=== Problem requirements ===
Return each record shown beneath, word for word.

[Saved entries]
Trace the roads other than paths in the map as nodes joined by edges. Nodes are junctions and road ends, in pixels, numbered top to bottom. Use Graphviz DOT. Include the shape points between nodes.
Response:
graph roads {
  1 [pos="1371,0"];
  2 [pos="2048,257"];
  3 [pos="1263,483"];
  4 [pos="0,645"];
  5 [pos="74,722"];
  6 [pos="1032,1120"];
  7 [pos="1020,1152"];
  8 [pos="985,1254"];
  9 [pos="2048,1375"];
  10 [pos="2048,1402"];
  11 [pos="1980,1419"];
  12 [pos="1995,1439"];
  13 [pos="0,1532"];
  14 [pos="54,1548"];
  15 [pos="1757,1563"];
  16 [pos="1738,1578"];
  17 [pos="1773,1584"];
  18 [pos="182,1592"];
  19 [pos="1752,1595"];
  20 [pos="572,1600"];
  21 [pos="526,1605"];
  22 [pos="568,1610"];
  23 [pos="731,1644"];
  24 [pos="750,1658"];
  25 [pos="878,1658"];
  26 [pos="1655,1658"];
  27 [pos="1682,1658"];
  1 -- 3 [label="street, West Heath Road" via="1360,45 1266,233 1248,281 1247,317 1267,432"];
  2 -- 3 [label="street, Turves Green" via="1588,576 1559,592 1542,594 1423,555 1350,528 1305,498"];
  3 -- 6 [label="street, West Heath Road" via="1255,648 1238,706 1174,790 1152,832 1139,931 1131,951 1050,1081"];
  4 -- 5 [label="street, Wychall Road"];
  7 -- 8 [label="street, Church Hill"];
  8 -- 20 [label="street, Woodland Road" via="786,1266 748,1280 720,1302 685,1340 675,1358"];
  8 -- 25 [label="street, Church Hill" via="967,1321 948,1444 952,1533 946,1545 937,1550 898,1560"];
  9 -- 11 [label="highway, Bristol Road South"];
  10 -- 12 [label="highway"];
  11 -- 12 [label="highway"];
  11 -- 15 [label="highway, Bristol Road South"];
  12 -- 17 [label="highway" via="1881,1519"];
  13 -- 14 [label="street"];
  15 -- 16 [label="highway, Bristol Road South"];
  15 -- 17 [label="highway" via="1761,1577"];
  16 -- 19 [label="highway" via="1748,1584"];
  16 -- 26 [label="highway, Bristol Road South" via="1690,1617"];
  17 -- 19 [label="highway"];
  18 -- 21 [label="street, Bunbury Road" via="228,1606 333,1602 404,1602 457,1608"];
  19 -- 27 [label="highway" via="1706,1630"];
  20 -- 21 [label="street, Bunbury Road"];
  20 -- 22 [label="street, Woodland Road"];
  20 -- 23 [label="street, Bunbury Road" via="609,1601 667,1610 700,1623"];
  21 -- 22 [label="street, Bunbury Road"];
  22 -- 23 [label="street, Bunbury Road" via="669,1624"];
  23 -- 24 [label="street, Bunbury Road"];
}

=== Solved exercise ===
Trace the roads other than paths in the map as nodes joined by edges. Nodes are junctions and road ends, in pixels, numbered top to bottom. Use Graphviz DOT. Include the shape points between nodes.
Response:
graph roads {
  1 [pos="1371,0"];
  2 [pos="2048,257"];
  3 [pos="1263,483"];
  4 [pos="0,645"];
  5 [pos="74,722"];
  6 [pos="1032,1120"];
  7 [pos="1020,1152"];
  8 [pos="985,1254"];
  9 [pos="2048,1375"];
  10 [pos="2048,1402"];
  11 [pos="1980,1419"];
  12 [pos="1995,1439"];
  13 [pos="0,1532"];
  14 [pos="54,1548"];
  15 [pos="1757,1563"];
  16 [pos="1738,1578"];
  17 [pos="1773,1584"];
  18 [pos="182,1592"];
  19 [pos="1752,1595"];
  20 [pos="572,1600"];
  21 [pos="526,1605"];
  22 [pos="568,1610"];
  23 [pos="731,1644"];
  24 [pos="750,1658"];
  25 [pos="878,1658"];
  26 [pos="1655,1658"];
  27 [pos="1682,1658"];
  1 -- 3 [label="street, West Heath Road" via="1360,45 1266,233 1248,281 1247,317 1267,432"];
  2 -- 3 [label="street, Turves Green" via="1588,576 1559,592 1542,594 1423,555 1350,528 1305,498"];
  3 -- 6 [label="street, West Heath Road" via="1255,648 1238,706 1174,790 1152,832 1139,931 1131,951 1050,1081"];
  4 -- 5 [label="street, Wychall Road"];
  7 -- 8 [label="street, Church Hill"];
  8 -- 20 [label="street, Woodland Road" via="786,1266 748,1280 720,1302 685,1340 675,1358"];
  8 -- 25 [label="street, Church Hill" via="967,1321 948,1444 952,1533 946,1545 937,1550 898,1560"];
  9 -- 11 [label="highway, Bristol Road South"];
  10 -- 12 [label="highway"];
  11 -- 12 [label="highway"];
  11 -- 15 [label="highway, Bristol Road South"];
  12 -- 17 [label="highway" via="1881,1519"];
  13 -- 14 [label="street"];
  15 -- 16 [label="highway, Bristol Road South"];
  15 -- 17 [label="highway" via="1761,1577"];
  16 -- 19 [label="highway" via="1748,1584"];
  16 -- 26 [label="highway, Bristol Road South" via="1690,1617"];
  17 -- 19 [label="highway"];
  18 -- 21 [label="street, Bunbury Road" via="228,1606 333,1602 404,1602 457,1608"];
  19 -- 27 [label="highway" via="1706,1630"];
  20 -- 21 [label="street, Bunbury Road"];
  20 -- 22 [label="street, Woodland Road"];
  20 -- 23 [label="street, Bunbury Road" via="609,1601 667,1610 700,1623"];
  21 -- 22 [label="street, Bunbury Road"];
  22 -- 23 [label="street, Bunbury Road" via="669,1624"];
  23 -- 24 [label="street, Bunbury Road"];
}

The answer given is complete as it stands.